▸ **WHAT TO DO**
In the records below, find every line with the word "this" and copy it.
*** RECORDED DATA
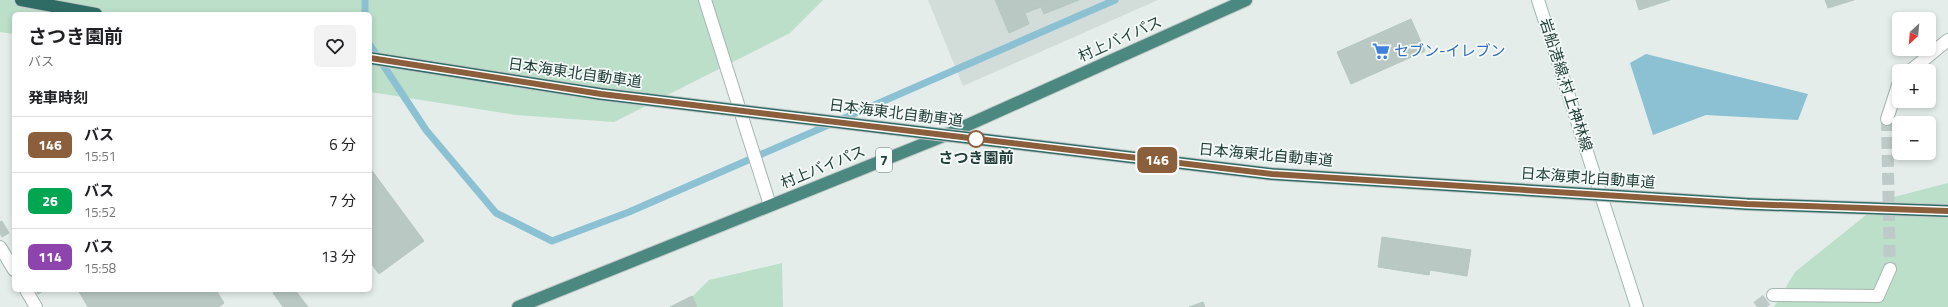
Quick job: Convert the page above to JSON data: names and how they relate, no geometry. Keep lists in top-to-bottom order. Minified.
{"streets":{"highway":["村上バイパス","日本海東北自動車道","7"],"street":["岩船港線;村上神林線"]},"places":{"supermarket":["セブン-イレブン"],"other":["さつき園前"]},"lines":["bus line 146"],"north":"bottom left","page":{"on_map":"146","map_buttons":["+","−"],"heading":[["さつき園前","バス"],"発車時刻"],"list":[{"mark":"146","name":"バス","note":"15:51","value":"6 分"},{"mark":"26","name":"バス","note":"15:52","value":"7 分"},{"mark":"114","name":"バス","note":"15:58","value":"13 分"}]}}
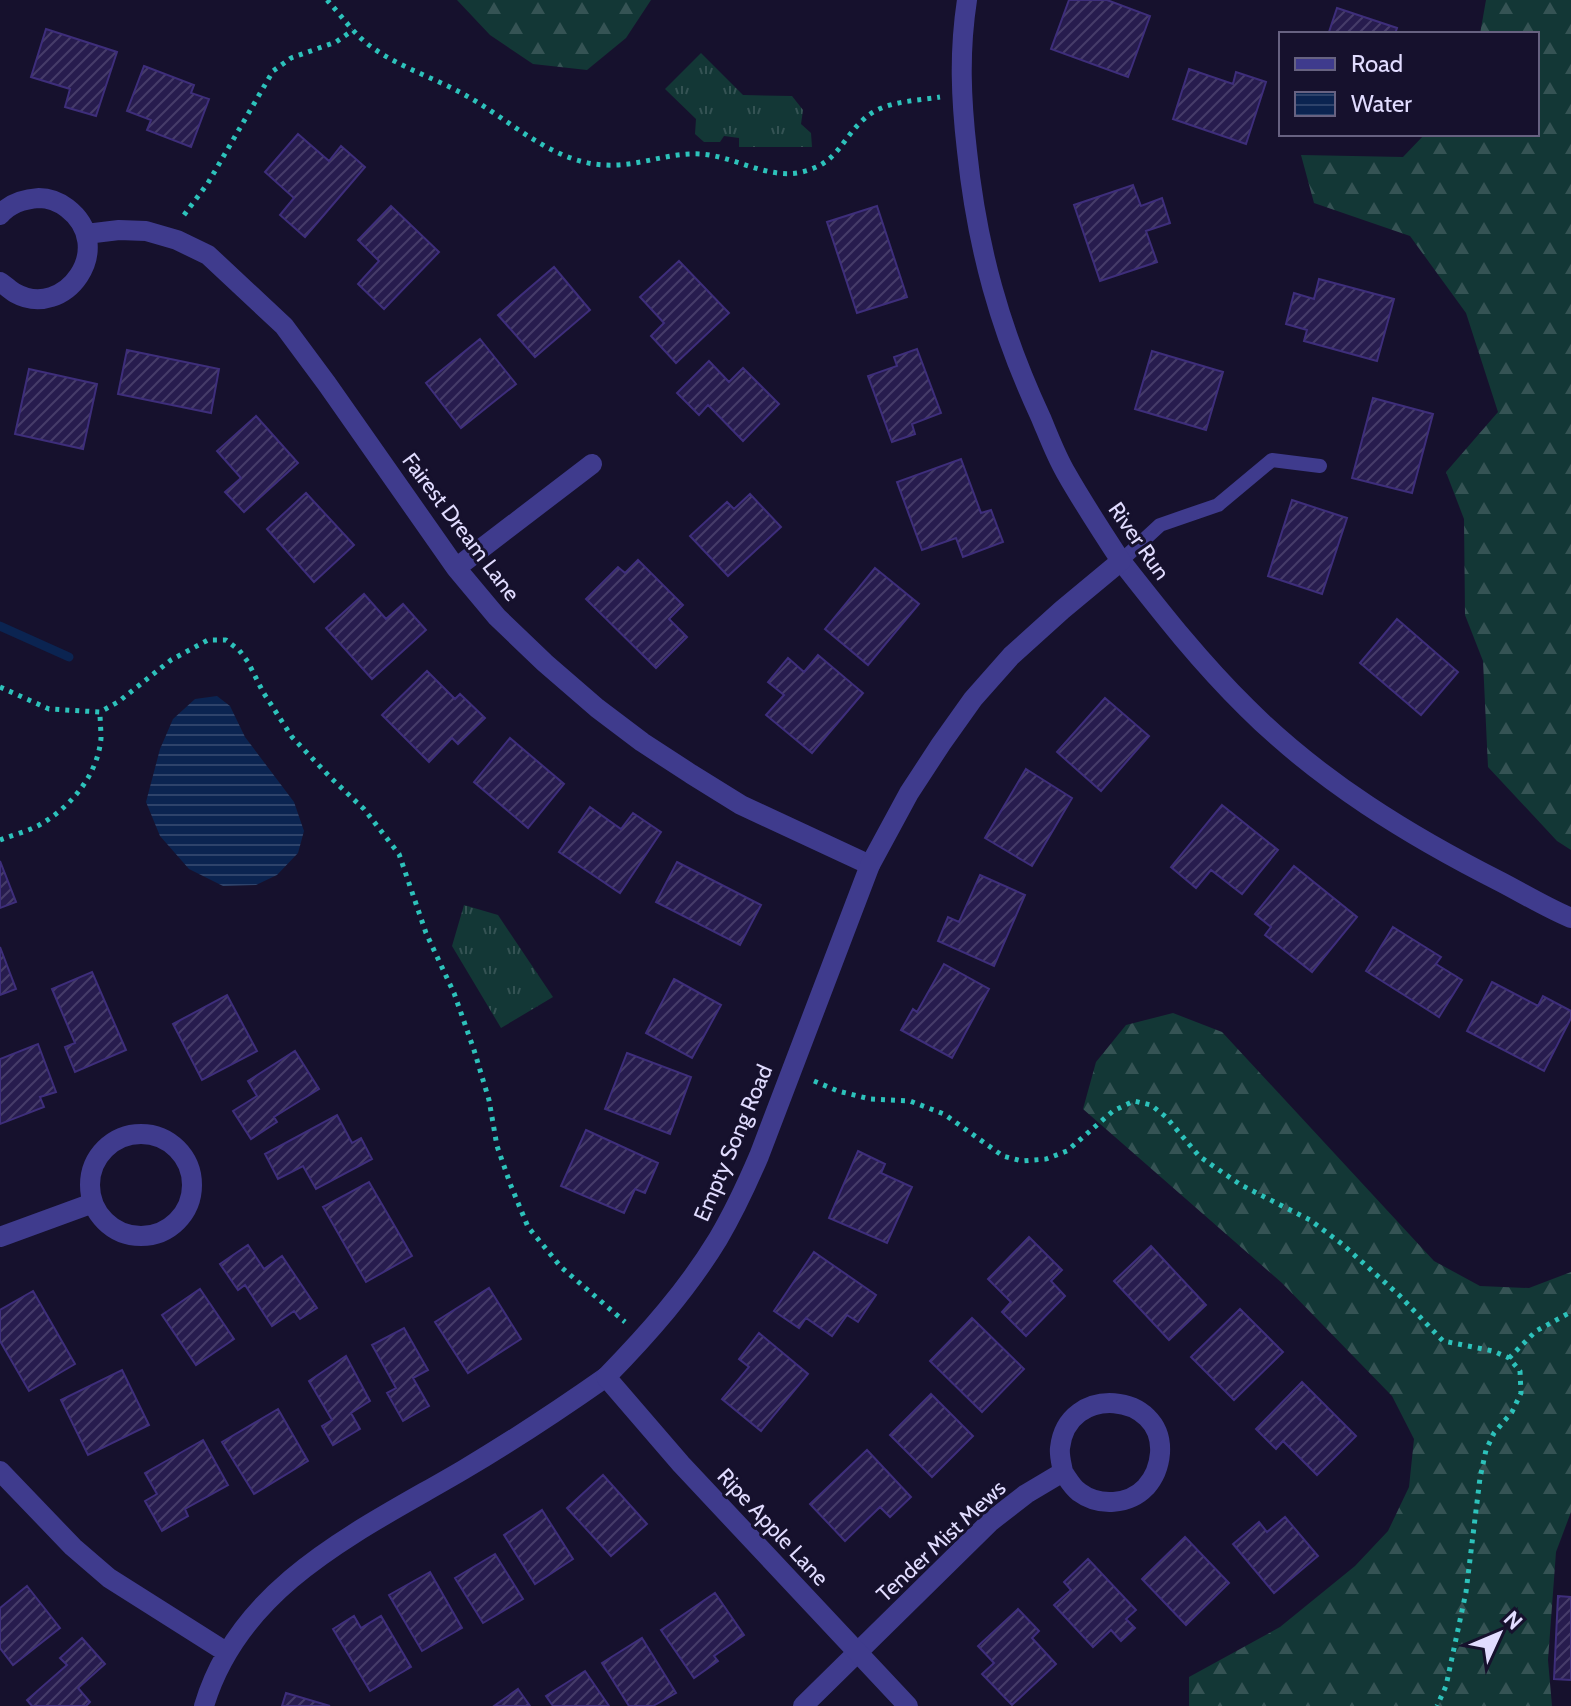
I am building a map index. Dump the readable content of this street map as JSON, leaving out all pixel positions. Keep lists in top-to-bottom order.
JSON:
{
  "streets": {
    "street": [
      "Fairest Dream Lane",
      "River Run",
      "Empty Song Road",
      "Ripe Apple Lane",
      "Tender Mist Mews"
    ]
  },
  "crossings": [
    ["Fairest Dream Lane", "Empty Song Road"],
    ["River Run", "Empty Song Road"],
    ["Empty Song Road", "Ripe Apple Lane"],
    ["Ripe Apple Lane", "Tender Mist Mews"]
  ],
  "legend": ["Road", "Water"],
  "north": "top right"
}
******
*** RECORDED DATA
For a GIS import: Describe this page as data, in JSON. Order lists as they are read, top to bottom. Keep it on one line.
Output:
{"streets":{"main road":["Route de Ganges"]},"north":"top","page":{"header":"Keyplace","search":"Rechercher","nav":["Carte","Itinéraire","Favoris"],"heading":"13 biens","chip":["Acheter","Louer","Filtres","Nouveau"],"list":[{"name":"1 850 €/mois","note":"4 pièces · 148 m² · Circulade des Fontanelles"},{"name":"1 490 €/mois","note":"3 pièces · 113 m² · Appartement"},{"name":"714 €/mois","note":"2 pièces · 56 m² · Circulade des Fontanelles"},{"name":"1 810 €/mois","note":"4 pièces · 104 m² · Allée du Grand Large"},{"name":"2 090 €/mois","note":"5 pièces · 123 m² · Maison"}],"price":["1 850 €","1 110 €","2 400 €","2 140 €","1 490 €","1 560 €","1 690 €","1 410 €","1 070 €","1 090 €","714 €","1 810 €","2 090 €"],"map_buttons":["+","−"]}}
******
▸ **EXERCISE RESPONSE**
I am building a map index. Dump the readable content of this street map as JSON, leaving out all pixel positions. Keep lists in top-to-bottom order.
For a GIS import: Describe this page as data, in JSON. Order lists as they are read, top to bottom. Keep it on one line.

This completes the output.